Could you write out every entry exactly as it stands?

=== Begin Enclosure ===

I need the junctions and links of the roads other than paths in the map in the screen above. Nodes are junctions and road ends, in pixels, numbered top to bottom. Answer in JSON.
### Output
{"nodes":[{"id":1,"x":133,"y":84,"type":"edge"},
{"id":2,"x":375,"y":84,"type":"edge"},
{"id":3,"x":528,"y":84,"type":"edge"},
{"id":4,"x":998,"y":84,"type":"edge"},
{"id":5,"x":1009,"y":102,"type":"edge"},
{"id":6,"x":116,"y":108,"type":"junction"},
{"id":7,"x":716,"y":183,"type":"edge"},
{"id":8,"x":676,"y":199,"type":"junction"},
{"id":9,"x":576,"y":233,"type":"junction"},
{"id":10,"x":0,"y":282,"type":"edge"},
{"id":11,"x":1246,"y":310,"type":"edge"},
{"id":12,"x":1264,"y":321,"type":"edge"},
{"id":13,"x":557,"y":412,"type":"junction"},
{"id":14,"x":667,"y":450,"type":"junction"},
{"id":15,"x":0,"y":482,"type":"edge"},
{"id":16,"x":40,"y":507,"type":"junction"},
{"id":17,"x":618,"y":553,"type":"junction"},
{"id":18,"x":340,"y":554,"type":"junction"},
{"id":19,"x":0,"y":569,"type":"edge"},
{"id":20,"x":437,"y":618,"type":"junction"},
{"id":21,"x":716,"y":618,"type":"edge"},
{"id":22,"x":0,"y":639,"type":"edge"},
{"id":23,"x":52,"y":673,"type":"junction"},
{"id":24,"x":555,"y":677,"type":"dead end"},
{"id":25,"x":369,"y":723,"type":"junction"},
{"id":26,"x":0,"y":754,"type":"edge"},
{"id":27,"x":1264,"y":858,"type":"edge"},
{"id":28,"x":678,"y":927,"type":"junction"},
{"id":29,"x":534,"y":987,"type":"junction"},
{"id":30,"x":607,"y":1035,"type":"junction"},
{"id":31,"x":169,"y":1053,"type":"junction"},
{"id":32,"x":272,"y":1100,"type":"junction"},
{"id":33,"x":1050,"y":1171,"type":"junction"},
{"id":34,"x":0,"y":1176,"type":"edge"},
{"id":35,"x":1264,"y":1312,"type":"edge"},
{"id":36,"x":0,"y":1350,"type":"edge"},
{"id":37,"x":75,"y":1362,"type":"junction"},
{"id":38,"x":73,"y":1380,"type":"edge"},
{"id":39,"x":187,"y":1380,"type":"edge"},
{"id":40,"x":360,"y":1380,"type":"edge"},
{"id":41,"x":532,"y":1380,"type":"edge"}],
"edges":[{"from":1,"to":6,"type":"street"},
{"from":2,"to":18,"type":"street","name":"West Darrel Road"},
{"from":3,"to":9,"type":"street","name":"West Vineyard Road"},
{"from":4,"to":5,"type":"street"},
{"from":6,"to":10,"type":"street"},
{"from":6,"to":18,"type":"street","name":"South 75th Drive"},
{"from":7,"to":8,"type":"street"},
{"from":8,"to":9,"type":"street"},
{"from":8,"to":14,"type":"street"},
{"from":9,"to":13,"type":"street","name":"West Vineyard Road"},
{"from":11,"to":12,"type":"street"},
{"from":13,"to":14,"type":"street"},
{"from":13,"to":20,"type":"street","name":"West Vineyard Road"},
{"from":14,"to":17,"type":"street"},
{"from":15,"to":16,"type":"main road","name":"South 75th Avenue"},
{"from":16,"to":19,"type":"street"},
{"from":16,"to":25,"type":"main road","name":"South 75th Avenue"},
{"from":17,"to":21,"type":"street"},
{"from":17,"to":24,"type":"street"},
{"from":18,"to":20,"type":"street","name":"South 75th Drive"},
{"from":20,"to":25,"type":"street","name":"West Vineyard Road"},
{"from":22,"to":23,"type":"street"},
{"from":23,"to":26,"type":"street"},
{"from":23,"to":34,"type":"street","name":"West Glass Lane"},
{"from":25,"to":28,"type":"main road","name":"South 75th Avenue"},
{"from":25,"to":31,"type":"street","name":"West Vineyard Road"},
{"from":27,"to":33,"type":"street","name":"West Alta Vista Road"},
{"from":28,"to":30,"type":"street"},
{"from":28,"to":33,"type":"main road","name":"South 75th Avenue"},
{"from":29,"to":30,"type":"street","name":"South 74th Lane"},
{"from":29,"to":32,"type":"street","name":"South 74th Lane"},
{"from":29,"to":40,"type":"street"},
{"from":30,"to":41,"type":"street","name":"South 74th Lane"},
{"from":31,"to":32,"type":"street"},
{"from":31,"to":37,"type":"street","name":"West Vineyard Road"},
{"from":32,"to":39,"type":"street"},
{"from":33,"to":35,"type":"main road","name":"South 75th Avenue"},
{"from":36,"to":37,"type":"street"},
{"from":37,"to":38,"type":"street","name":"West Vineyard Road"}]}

=== End Enclosure ===

§ **Finished exercise**
I need the junctions and links of the roads other than paths in the map in the screen above. Nodes are junctions and road ends, in pixels, numbered top to bottom. Answer in JSON.
### Output
{"nodes":[{"id":1,"x":133,"y":84,"type":"edge"},
{"id":2,"x":375,"y":84,"type":"edge"},
{"id":3,"x":528,"y":84,"type":"edge"},
{"id":4,"x":998,"y":84,"type":"edge"},
{"id":5,"x":1009,"y":102,"type":"edge"},
{"id":6,"x":116,"y":108,"type":"junction"},
{"id":7,"x":716,"y":183,"type":"edge"},
{"id":8,"x":676,"y":199,"type":"junction"},
{"id":9,"x":576,"y":233,"type":"junction"},
{"id":10,"x":0,"y":282,"type":"edge"},
{"id":11,"x":1246,"y":310,"type":"edge"},
{"id":12,"x":1264,"y":321,"type":"edge"},
{"id":13,"x":557,"y":412,"type":"junction"},
{"id":14,"x":667,"y":450,"type":"junction"},
{"id":15,"x":0,"y":482,"type":"edge"},
{"id":16,"x":40,"y":507,"type":"junction"},
{"id":17,"x":618,"y":553,"type":"junction"},
{"id":18,"x":340,"y":554,"type":"junction"},
{"id":19,"x":0,"y":569,"type":"edge"},
{"id":20,"x":437,"y":618,"type":"junction"},
{"id":21,"x":716,"y":618,"type":"edge"},
{"id":22,"x":0,"y":639,"type":"edge"},
{"id":23,"x":52,"y":673,"type":"junction"},
{"id":24,"x":555,"y":677,"type":"dead end"},
{"id":25,"x":369,"y":723,"type":"junction"},
{"id":26,"x":0,"y":754,"type":"edge"},
{"id":27,"x":1264,"y":858,"type":"edge"},
{"id":28,"x":678,"y":927,"type":"junction"},
{"id":29,"x":534,"y":987,"type":"junction"},
{"id":30,"x":607,"y":1035,"type":"junction"},
{"id":31,"x":169,"y":1053,"type":"junction"},
{"id":32,"x":272,"y":1100,"type":"junction"},
{"id":33,"x":1050,"y":1171,"type":"junction"},
{"id":34,"x":0,"y":1176,"type":"edge"},
{"id":35,"x":1264,"y":1312,"type":"edge"},
{"id":36,"x":0,"y":1350,"type":"edge"},
{"id":37,"x":75,"y":1362,"type":"junction"},
{"id":38,"x":73,"y":1380,"type":"edge"},
{"id":39,"x":187,"y":1380,"type":"edge"},
{"id":40,"x":360,"y":1380,"type":"edge"},
{"id":41,"x":532,"y":1380,"type":"edge"}],
"edges":[{"from":1,"to":6,"type":"street"},
{"from":2,"to":18,"type":"street","name":"West Darrel Road"},
{"from":3,"to":9,"type":"street","name":"West Vineyard Road"},
{"from":4,"to":5,"type":"street"},
{"from":6,"to":10,"type":"street"},
{"from":6,"to":18,"type":"street","name":"South 75th Drive"},
{"from":7,"to":8,"type":"street"},
{"from":8,"to":9,"type":"street"},
{"from":8,"to":14,"type":"street"},
{"from":9,"to":13,"type":"street","name":"West Vineyard Road"},
{"from":11,"to":12,"type":"street"},
{"from":13,"to":14,"type":"street"},
{"from":13,"to":20,"type":"street","name":"West Vineyard Road"},
{"from":14,"to":17,"type":"street"},
{"from":15,"to":16,"type":"main road","name":"South 75th Avenue"},
{"from":16,"to":19,"type":"street"},
{"from":16,"to":25,"type":"main road","name":"South 75th Avenue"},
{"from":17,"to":21,"type":"street"},
{"from":17,"to":24,"type":"street"},
{"from":18,"to":20,"type":"street","name":"South 75th Drive"},
{"from":20,"to":25,"type":"street","name":"West Vineyard Road"},
{"from":22,"to":23,"type":"street"},
{"from":23,"to":26,"type":"street"},
{"from":23,"to":34,"type":"street","name":"West Glass Lane"},
{"from":25,"to":28,"type":"main road","name":"South 75th Avenue"},
{"from":25,"to":31,"type":"street","name":"West Vineyard Road"},
{"from":27,"to":33,"type":"street","name":"West Alta Vista Road"},
{"from":28,"to":30,"type":"street"},
{"from":28,"to":33,"type":"main road","name":"South 75th Avenue"},
{"from":29,"to":30,"type":"street","name":"South 74th Lane"},
{"from":29,"to":32,"type":"street","name":"South 74th Lane"},
{"from":29,"to":40,"type":"street"},
{"from":30,"to":41,"type":"street","name":"South 74th Lane"},
{"from":31,"to":32,"type":"street"},
{"from":31,"to":37,"type":"street","name":"West Vineyard Road"},
{"from":32,"to":39,"type":"street"},
{"from":33,"to":35,"type":"main road","name":"South 75th Avenue"},
{"from":36,"to":37,"type":"street"},
{"from":37,"to":38,"type":"street","name":"West Vineyard Road"}]}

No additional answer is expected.